Communion in a church

© Bykofoto / Shutterstock

Gelsomino Del Guercio - Aleteia - pubblicato il 10/01/17

I liturgisti bocciano questa pratica, secondo le indicazioni del Magistero. Anche se esistono delle eccezioni (lecite)

Un lettore ci chiede: “È lecito celebrare la Santa Messa in un’abitazione? È una prassi che si è mai verificata nel tempo?”.

Su liturgiagiovane.it don Silvano Sirboni, direttore dell’Ufficio Liturgico della diocesi di Alessandria, premette: «La messa non è una devozione privata e tanto meno un “arredo” per una qualche ricorrenza, sia religiosa che profana. Essa è la massima manifestazione della Chiesa che trova il suo vertice “nella partecipazione piena e attiva di tutto il popolo santo di Dio alle medesime celebrazioni liturgiche, soprattutto alla medesima eucaristia, alla medesima preghiera, al medesimo altare cui presiede il vescovo” (Sacrosantum Concilium 41)».

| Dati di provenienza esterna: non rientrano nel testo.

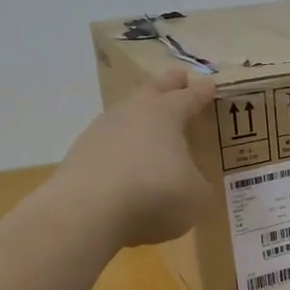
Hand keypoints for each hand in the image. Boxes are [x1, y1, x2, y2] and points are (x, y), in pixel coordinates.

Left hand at [54, 68, 215, 246]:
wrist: (88, 212)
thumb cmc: (155, 194)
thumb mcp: (196, 195)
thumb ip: (197, 183)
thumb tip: (188, 183)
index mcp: (166, 115)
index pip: (188, 98)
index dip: (201, 93)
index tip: (209, 84)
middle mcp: (132, 114)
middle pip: (152, 92)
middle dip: (167, 85)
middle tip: (178, 77)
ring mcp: (100, 132)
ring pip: (124, 114)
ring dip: (138, 114)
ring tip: (147, 119)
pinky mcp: (79, 156)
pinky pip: (107, 143)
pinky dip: (120, 146)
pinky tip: (124, 158)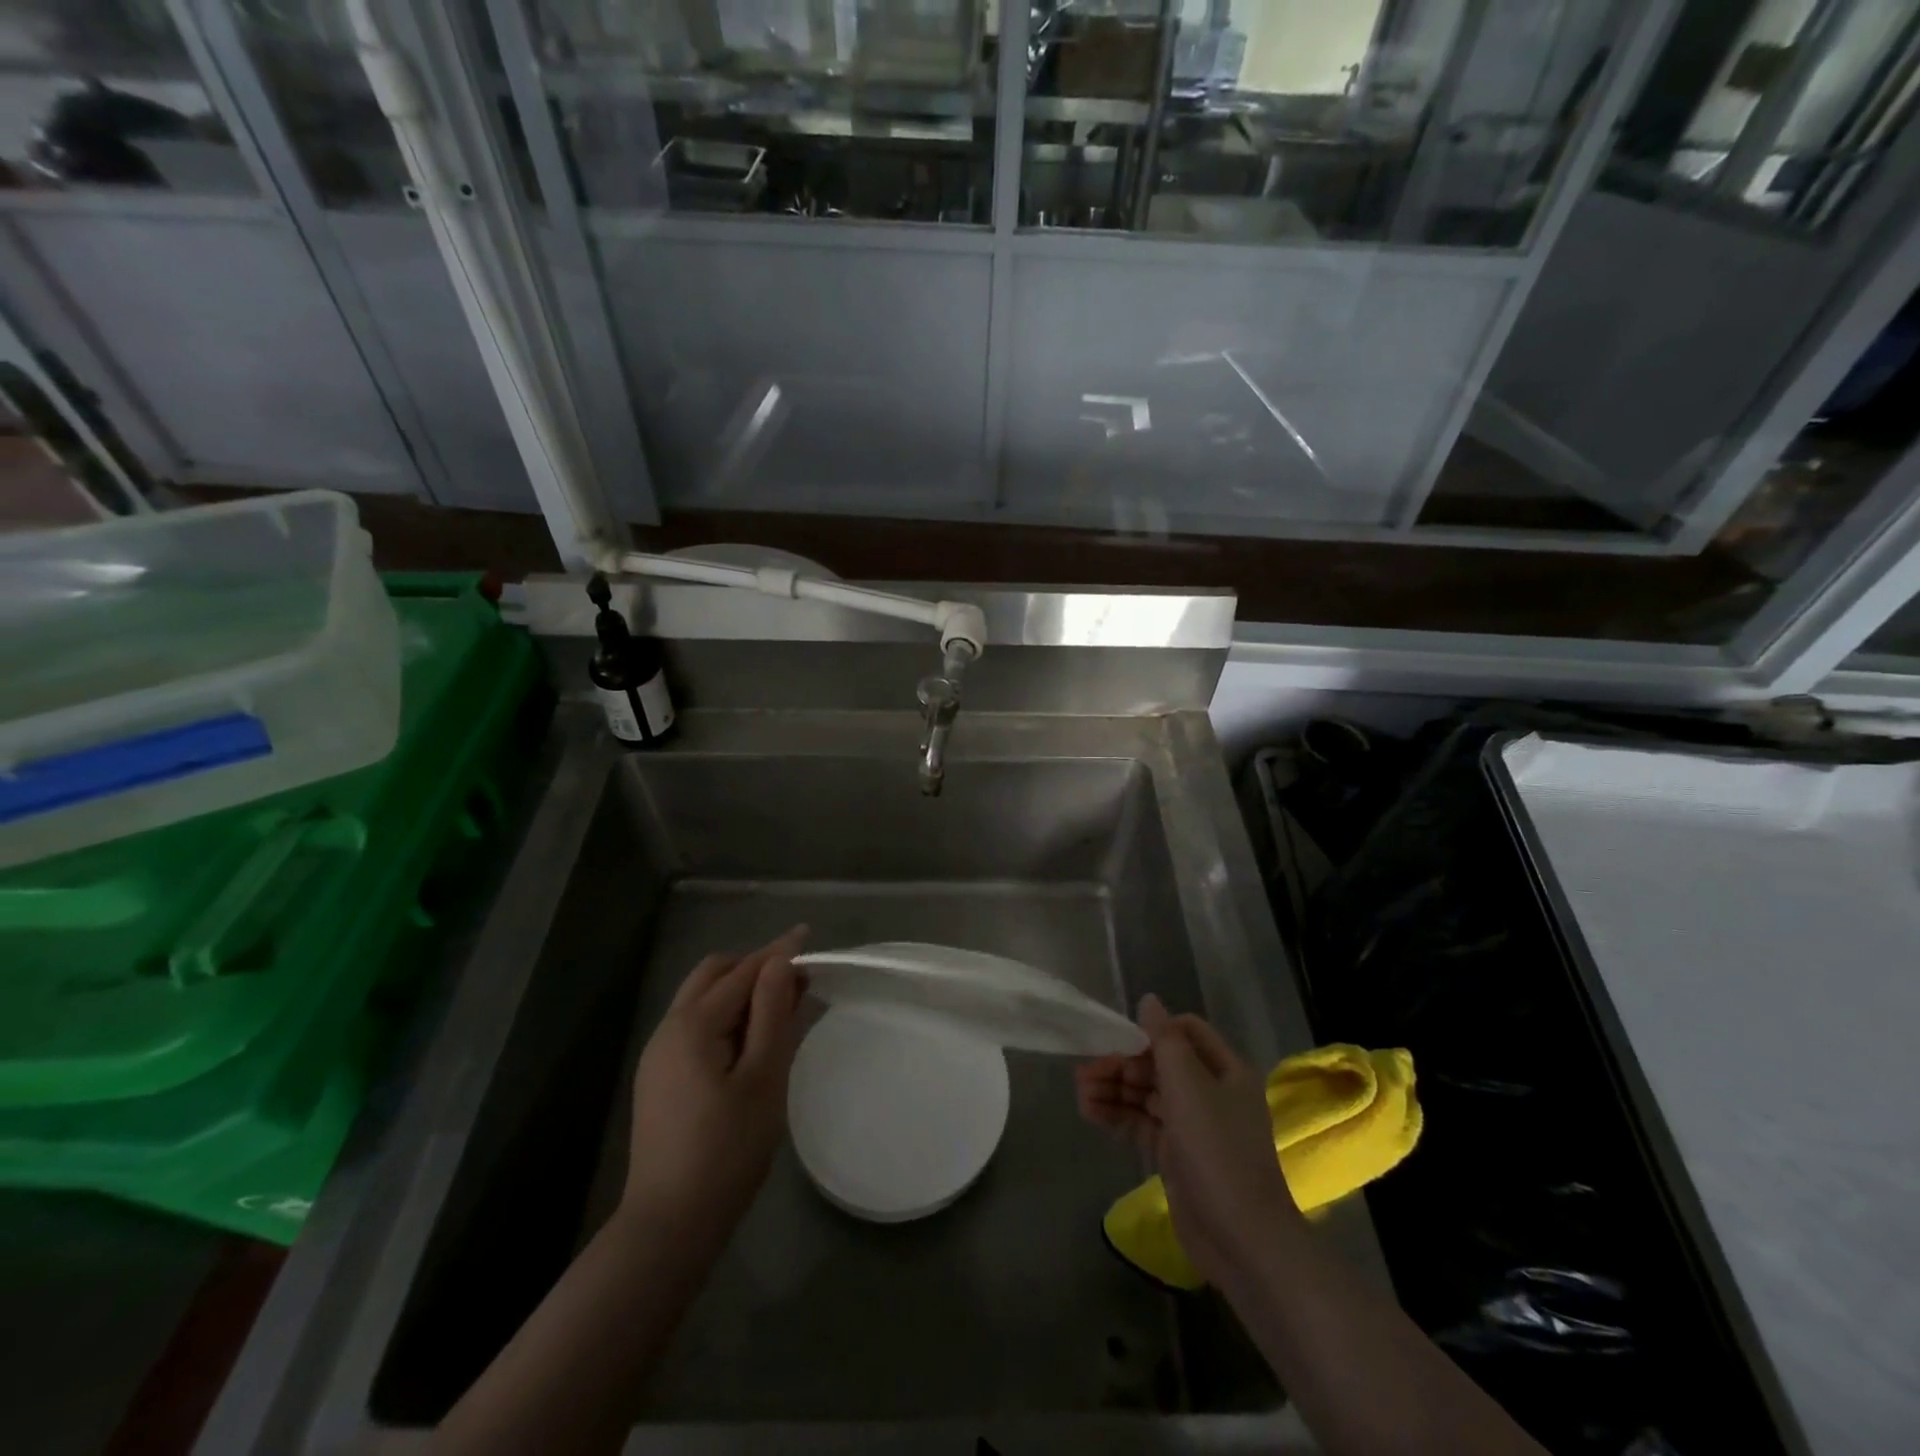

“EVITARE LA MOLTIPLICAZIONE DELLE MESSE”

Da qui la norma generale che «tende a evitare la moltiplicazione delle messe con la conseguente frantumazione della comunità locale, specie nei giorni domenicali e festivi di precetto (cf Eucharisticum Mysterium 26; Cei, Il Giorno del Signore 32-33; Giovanni Paolo II, Dies Domini 35-36)».

A CASA DELL’INFERMO

È in questo orizzonte teologico, prosegue Sirboni, che «si inseriscono le severe limitazioni per l’eventuale celebrazione della messa in case private, se non in circostanze di particolare necessità (cf can. 932). Fra queste circostanze è esplicitamente contemplato il caso del sacerdote infermo o avanzato in età (cf Pastorale munus 10, in EV 2/96), come pure la messa presso un infermo che potrebbe ricevere la comunione soltanto sotto la specie del vino (cf Em 41)».

MESSE PRIVATE DI GRUPPO

Per quanto riguarda gruppi particolari, le norme permettono (ma solo con il permesso dell’ordinario del luogo) la celebrazione della messa in casa privata per «gruppi familiari riuniti attorno a persone malate o anziane, che non possono uscire di casa e che altrimenti non parteciperebbero mai alla celebrazione eucaristica; ad essi si associano anche i vicini e coloro che hanno cura della persona anziana o inferma» (Actio Pastoralis 2, in EV 3/1162).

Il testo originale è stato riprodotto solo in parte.